Analogue Signals

An analogue signal is an electro-magnetic waveform that continuously varies its amplitude over time. It differs from a digital signal in that small fluctuations in the amplitude of the signal may convey information. The word analogue reflects the fact that the signal is often an analogy of some real-world input to the system. For example, there is a direct relationship between the variation in the voltage of an electrical signal on a telephone line and the pattern of sound waves entering the microphone mounted in the telephone's handset.

An analogue system uses some physical property of the signal to convey information. In telecommunications systems, the property most commonly used is voltage, which is made to vary in response to some physical input. This is achieved using a transducer. A transducer is a device that converts energy from one form to another (e.g. heat energy to light, sound energy to an electrical signal, etc.). A clock with hands is said to be an analogue device because the time is represented by the constantly changing position of the clock's hands (although for many clocks the movement of the hands around the clock face occurs as a series of small, discrete increments, rather than a smooth and continuous circular motion).

In on of the oldest types of microphone, sound waves striking a thin diaphragm cause it to vibrate. Carbon dust inside the microphone, used to conduct an electrical current through the device, rapidly changes in density as the vibrating diaphragm compresses, and then releases it. The small changes in the density of the carbon dust alter its electrical resistance, varying the amount of current that can flow through it. Since the resistance of the telephone wire itself does not change, and since, for a given value of resistance, voltage varies in direct proportion to current, these small changes in current can be seen as changes in voltage across the telephone line.


A typical analogue signal

A typical analogue signal


The main disadvantage of an analogue signalling systems is that, because the signal is continuously varying (as opposed to the two or three discrete levels used in digital systems) any unwanted signals (noise) introduced into the system are often difficult to detect and to filter out of the signal. Furthermore, the effects of noise get worse the further the signal has to travel, because the signal is attenuated. Essentially, this means that the signal becomes weaker the further it travels from its source, whereas the level of noise, both inherent and external to the system, remains relatively constant. As a result, the signal-to-noise ratio (SNR) decreases steadily, and at some point the signal will become indistinguishable from the noise. A signal may, of course, be amplified at one or more points along the transmission path in order to compensate for attenuation, but the noise in the signal will inevitably be amplified as well.
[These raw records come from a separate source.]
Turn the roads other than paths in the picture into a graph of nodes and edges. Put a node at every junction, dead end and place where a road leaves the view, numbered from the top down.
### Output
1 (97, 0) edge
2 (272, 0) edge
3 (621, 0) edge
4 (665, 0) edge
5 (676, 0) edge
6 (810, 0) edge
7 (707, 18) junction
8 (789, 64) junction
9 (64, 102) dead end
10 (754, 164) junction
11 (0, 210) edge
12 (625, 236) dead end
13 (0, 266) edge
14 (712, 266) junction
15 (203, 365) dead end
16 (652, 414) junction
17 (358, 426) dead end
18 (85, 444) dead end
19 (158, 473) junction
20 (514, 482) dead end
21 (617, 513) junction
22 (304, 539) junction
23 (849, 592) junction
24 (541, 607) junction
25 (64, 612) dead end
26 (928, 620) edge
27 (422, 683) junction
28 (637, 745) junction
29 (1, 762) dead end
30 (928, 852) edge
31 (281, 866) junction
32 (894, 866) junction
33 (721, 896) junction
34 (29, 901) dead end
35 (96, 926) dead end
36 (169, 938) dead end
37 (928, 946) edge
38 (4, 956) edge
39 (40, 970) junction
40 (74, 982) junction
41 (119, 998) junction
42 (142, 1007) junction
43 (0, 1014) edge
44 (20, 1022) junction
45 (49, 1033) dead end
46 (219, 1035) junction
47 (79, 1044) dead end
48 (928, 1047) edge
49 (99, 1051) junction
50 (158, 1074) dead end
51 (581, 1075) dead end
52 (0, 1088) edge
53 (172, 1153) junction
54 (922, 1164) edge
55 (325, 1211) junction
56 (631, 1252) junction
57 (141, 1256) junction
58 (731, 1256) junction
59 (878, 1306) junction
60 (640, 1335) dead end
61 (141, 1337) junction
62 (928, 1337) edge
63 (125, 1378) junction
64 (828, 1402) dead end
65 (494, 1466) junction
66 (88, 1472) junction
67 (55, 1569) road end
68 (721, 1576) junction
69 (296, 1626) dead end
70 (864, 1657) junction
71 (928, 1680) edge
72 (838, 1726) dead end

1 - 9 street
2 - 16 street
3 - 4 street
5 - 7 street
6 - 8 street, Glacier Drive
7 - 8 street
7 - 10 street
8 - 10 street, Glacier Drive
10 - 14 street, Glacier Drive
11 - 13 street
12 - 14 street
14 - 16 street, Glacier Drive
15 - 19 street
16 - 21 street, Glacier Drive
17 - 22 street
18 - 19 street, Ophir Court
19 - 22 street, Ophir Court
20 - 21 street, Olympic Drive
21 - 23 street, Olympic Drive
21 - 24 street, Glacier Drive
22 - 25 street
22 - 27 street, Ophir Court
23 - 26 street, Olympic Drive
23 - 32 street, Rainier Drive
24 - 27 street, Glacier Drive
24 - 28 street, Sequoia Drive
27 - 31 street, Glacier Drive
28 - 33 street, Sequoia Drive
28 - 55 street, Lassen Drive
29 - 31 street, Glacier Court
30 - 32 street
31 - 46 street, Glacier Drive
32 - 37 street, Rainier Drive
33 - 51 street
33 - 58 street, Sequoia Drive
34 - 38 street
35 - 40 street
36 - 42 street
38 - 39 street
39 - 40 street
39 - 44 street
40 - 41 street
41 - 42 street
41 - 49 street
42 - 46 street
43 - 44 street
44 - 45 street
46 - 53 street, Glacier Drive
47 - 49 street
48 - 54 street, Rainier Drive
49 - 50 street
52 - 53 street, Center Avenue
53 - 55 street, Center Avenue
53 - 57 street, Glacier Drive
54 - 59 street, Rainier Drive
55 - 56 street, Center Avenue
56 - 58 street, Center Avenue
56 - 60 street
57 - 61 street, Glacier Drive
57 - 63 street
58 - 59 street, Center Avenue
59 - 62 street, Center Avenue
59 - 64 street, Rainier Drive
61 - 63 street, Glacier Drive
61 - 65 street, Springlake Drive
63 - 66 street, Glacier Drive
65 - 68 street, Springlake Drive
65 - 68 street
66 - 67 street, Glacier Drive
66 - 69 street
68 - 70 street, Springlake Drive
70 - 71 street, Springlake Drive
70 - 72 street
The effects of noise can be mitigated by using suitable cable and connector types to screen out external interference, but there is no way of eliminating the so-called Gaussian noise (or thermal or white noise) which is due to the random movement of electrons in a conducting material.

The range of levels in an analogue signal can be said to be infinite, because any two points on the waveform, however adjacent, will have different values. The relative distance between the two points can theoretically be halved, and halved again an infinite number of times, without producing two identical values, since an analogue signal has no discontinuous points and follows an unbroken curve for its full duration. In principle, therefore, it would seem that an analogue signal should be able to represent some real-world dynamic entity, such as the sound of the human voice or a symphony orchestra, far better that a digital signal that essentially consists of only two or three discrete voltage levels. Indeed, when it comes to the subject of the reproduction of music, there is much debate over the relative merits of analogue and digital recording techniques. When it comes to telecommunications, however, the problem becomes one of maintaining signal integrity over long distances.

The signal can, of course, undergo amplification at various points along the transmission path to ensure that the signal-to-noise ratio is maintained above some predefined threshold. Some of the inherent or injected noise can probably be filtered out of the signal. Unfortunately, the very nature of an analogue signal (i.e. constantly varying) means that it is usually not possible to completely separate the original signal from the noise, particularly in view of the fact that the inherent Gaussian noise is present across the entire frequency spectrum supported by the physical medium. Hence, when an analogue signal undergoes amplification, any noise that cannot be removed from the signal is amplified along with it, in equal proportion.

The effects of noise can be reduced in analogue telecommunications systems using appropriate design, engineering and installation techniques. Such techniques would include the use of suitable transmission media, which could dictate the use of shielded cabling, and careful selection of cabling routes to avoid potential sources of electromagnetic interference. Analogue signals have been used successfully for decades to carry relatively low-frequency voice signals through the public switched telephone network, and are still widely used in the local loop of the telephone network (the connections between telephone company subscribers and their local exchange). Until relatively recently, analogue systems were also used for radio and television broadcasting. The advent of the Internet and the proliferation of computers in commerce, industry and the home have fuelled the development of digital communications systems capable of carrying virtually any and all kinds of digital data. Despite the digital revolution, however, an understanding of analogue signalling techniques is still crucial to a study of telecommunications systems.